» Exercise details: Each entry here is to be restated word for word.

Stored data entries
[Start of section]

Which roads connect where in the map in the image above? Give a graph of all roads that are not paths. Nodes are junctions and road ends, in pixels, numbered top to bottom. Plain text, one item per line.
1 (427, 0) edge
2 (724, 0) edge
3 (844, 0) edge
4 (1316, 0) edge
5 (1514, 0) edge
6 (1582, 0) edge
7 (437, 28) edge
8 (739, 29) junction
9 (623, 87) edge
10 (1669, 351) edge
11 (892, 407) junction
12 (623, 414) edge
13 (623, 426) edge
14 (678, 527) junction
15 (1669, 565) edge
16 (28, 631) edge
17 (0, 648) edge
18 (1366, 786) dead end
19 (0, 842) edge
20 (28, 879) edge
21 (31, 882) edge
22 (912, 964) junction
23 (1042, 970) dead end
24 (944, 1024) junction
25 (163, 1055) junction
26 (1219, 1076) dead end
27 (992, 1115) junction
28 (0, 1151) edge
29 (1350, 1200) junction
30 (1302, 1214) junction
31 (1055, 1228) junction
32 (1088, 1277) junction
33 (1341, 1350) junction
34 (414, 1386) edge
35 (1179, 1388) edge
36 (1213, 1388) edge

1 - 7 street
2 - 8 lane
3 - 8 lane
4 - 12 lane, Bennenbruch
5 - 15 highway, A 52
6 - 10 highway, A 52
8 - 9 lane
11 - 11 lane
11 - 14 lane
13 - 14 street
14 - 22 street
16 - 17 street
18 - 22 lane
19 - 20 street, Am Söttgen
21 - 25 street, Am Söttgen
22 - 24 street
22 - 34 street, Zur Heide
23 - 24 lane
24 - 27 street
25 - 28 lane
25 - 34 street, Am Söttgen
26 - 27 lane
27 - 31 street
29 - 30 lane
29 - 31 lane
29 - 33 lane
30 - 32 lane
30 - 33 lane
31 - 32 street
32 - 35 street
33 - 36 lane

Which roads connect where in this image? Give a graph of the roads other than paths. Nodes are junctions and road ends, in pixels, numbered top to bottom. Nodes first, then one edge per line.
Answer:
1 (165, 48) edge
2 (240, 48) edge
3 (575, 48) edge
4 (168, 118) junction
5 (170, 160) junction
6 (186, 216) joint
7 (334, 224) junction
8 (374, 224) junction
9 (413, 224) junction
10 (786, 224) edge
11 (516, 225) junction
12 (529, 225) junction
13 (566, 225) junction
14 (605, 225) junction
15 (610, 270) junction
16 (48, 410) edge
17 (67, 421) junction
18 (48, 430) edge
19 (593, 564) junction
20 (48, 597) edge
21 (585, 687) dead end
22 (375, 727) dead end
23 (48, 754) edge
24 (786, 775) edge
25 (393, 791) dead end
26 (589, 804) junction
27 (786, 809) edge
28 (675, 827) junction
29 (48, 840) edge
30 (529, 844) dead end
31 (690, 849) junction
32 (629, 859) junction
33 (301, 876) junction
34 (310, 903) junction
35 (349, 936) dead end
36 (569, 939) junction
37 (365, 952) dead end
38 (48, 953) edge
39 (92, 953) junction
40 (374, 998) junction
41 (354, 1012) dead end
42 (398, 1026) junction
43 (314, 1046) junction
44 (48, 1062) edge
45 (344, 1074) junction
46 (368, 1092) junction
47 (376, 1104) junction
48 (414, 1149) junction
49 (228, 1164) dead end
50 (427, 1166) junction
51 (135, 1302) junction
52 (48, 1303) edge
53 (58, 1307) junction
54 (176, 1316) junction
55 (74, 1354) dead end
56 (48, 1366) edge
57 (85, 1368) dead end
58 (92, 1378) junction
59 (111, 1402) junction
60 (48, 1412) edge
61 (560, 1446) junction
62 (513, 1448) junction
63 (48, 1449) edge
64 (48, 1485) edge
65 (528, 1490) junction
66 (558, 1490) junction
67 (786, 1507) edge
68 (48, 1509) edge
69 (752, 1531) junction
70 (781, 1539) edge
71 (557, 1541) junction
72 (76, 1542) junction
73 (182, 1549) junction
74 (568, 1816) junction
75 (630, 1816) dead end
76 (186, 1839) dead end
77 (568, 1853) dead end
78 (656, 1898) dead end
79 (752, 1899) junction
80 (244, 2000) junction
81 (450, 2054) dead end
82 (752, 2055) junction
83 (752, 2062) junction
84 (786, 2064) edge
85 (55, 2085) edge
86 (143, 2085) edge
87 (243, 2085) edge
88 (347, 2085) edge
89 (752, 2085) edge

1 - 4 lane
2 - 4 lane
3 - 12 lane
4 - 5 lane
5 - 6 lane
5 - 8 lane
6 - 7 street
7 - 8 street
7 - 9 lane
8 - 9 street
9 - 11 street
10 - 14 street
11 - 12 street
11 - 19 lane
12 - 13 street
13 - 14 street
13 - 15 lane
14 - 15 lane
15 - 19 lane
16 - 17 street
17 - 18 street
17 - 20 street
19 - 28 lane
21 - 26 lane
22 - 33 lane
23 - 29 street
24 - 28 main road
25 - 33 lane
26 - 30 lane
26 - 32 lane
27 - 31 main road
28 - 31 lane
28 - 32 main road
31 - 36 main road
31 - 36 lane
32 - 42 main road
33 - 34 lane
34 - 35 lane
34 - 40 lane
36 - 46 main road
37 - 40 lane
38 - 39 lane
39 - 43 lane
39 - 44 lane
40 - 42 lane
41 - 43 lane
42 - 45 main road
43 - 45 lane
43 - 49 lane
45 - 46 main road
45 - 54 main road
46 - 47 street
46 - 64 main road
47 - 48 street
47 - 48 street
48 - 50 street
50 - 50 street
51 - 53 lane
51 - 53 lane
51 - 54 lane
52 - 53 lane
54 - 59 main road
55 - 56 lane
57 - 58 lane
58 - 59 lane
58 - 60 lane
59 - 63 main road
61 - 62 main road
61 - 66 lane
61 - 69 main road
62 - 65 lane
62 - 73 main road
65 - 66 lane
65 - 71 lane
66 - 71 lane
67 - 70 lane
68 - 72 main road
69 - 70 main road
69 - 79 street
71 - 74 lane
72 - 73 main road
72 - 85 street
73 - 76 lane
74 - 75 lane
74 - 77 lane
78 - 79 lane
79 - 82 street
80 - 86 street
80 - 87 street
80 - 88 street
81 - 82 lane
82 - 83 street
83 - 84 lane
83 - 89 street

[End of section]

» Reply:
Which roads connect where in the map in the image above? Give a graph of all roads that are not paths. Nodes are junctions and road ends, in pixels, numbered top to bottom. Plain text, one item per line.
1 (427, 0) edge
2 (724, 0) edge
3 (844, 0) edge
4 (1316, 0) edge
5 (1514, 0) edge
6 (1582, 0) edge
7 (437, 28) edge
8 (739, 29) junction
9 (623, 87) edge
10 (1669, 351) edge
11 (892, 407) junction
12 (623, 414) edge
13 (623, 426) edge
14 (678, 527) junction
15 (1669, 565) edge
16 (28, 631) edge
17 (0, 648) edge
18 (1366, 786) dead end
19 (0, 842) edge
20 (28, 879) edge
21 (31, 882) edge
22 (912, 964) junction
23 (1042, 970) dead end
24 (944, 1024) junction
25 (163, 1055) junction
26 (1219, 1076) dead end
27 (992, 1115) junction
28 (0, 1151) edge
29 (1350, 1200) junction
30 (1302, 1214) junction
31 (1055, 1228) junction
32 (1088, 1277) junction
33 (1341, 1350) junction
34 (414, 1386) edge
35 (1179, 1388) edge
36 (1213, 1388) edge

1 - 7 street
2 - 8 lane
3 - 8 lane
4 - 12 lane, Bennenbruch
5 - 15 highway, A 52
6 - 10 highway, A 52
8 - 9 lane
11 - 11 lane
11 - 14 lane
13 - 14 street
14 - 22 street
16 - 17 street
18 - 22 lane
19 - 20 street, Am Söttgen
21 - 25 street, Am Söttgen
22 - 24 street
22 - 34 street, Zur Heide
23 - 24 lane
24 - 27 street
25 - 28 lane
25 - 34 street, Am Söttgen
26 - 27 lane
27 - 31 street
29 - 30 lane
29 - 31 lane
29 - 33 lane
30 - 32 lane
30 - 33 lane
31 - 32 street
32 - 35 street
33 - 36 lane

Which roads connect where in this image? Give a graph of the roads other than paths. Nodes are junctions and road ends, in pixels, numbered top to bottom. Nodes first, then one edge per line.
Answer:
1 (165, 48) edge
2 (240, 48) edge
3 (575, 48) edge
4 (168, 118) junction
5 (170, 160) junction
6 (186, 216) joint
7 (334, 224) junction
8 (374, 224) junction
9 (413, 224) junction
10 (786, 224) edge
11 (516, 225) junction
12 (529, 225) junction
13 (566, 225) junction
14 (605, 225) junction
15 (610, 270) junction
16 (48, 410) edge
17 (67, 421) junction
18 (48, 430) edge
19 (593, 564) junction
20 (48, 597) edge
21 (585, 687) dead end
22 (375, 727) dead end
23 (48, 754) edge
24 (786, 775) edge
25 (393, 791) dead end
26 (589, 804) junction
27 (786, 809) edge
28 (675, 827) junction
29 (48, 840) edge
30 (529, 844) dead end
31 (690, 849) junction
32 (629, 859) junction
33 (301, 876) junction
34 (310, 903) junction
35 (349, 936) dead end
36 (569, 939) junction
37 (365, 952) dead end
38 (48, 953) edge
39 (92, 953) junction
40 (374, 998) junction
41 (354, 1012) dead end
42 (398, 1026) junction
43 (314, 1046) junction
44 (48, 1062) edge
45 (344, 1074) junction
46 (368, 1092) junction
47 (376, 1104) junction
48 (414, 1149) junction
49 (228, 1164) dead end
50 (427, 1166) junction
51 (135, 1302) junction
52 (48, 1303) edge
53 (58, 1307) junction
54 (176, 1316) junction
55 (74, 1354) dead end
56 (48, 1366) edge
57 (85, 1368) dead end
58 (92, 1378) junction
59 (111, 1402) junction
60 (48, 1412) edge
61 (560, 1446) junction
62 (513, 1448) junction
63 (48, 1449) edge
64 (48, 1485) edge
65 (528, 1490) junction
66 (558, 1490) junction
67 (786, 1507) edge
68 (48, 1509) edge
69 (752, 1531) junction
70 (781, 1539) edge
71 (557, 1541) junction
72 (76, 1542) junction
73 (182, 1549) junction
74 (568, 1816) junction
75 (630, 1816) dead end
76 (186, 1839) dead end
77 (568, 1853) dead end
78 (656, 1898) dead end
79 (752, 1899) junction
80 (244, 2000) junction
81 (450, 2054) dead end
82 (752, 2055) junction
83 (752, 2062) junction
84 (786, 2064) edge
85 (55, 2085) edge
86 (143, 2085) edge
87 (243, 2085) edge
88 (347, 2085) edge
89 (752, 2085) edge

1 - 4 lane
2 - 4 lane
3 - 12 lane
4 - 5 lane
5 - 6 lane
5 - 8 lane
6 - 7 street
7 - 8 street
7 - 9 lane
8 - 9 street
9 - 11 street
10 - 14 street
11 - 12 street
11 - 19 lane
12 - 13 street
13 - 14 street
13 - 15 lane
14 - 15 lane
15 - 19 lane
16 - 17 street
17 - 18 street
17 - 20 street
19 - 28 lane
21 - 26 lane
22 - 33 lane
23 - 29 street
24 - 28 main road
25 - 33 lane
26 - 30 lane
26 - 32 lane
27 - 31 main road
28 - 31 lane
28 - 32 main road
31 - 36 main road
31 - 36 lane
32 - 42 main road
33 - 34 lane
34 - 35 lane
34 - 40 lane
36 - 46 main road
37 - 40 lane
38 - 39 lane
39 - 43 lane
39 - 44 lane
40 - 42 lane
41 - 43 lane
42 - 45 main road
43 - 45 lane
43 - 49 lane
45 - 46 main road
45 - 54 main road
46 - 47 street
46 - 64 main road
47 - 48 street
47 - 48 street
48 - 50 street
50 - 50 street
51 - 53 lane
51 - 53 lane
51 - 54 lane
52 - 53 lane
54 - 59 main road
55 - 56 lane
57 - 58 lane
58 - 59 lane
58 - 60 lane
59 - 63 main road
61 - 62 main road
61 - 66 lane
61 - 69 main road
62 - 65 lane
62 - 73 main road
65 - 66 lane
65 - 71 lane
66 - 71 lane
67 - 70 lane
68 - 72 main road
69 - 70 main road
69 - 79 street
71 - 74 lane
72 - 73 main road
72 - 85 street
73 - 76 lane
74 - 75 lane
74 - 77 lane
78 - 79 lane
79 - 82 street
80 - 86 street
80 - 87 street
80 - 88 street
81 - 82 lane
82 - 83 street
83 - 84 lane
83 - 89 street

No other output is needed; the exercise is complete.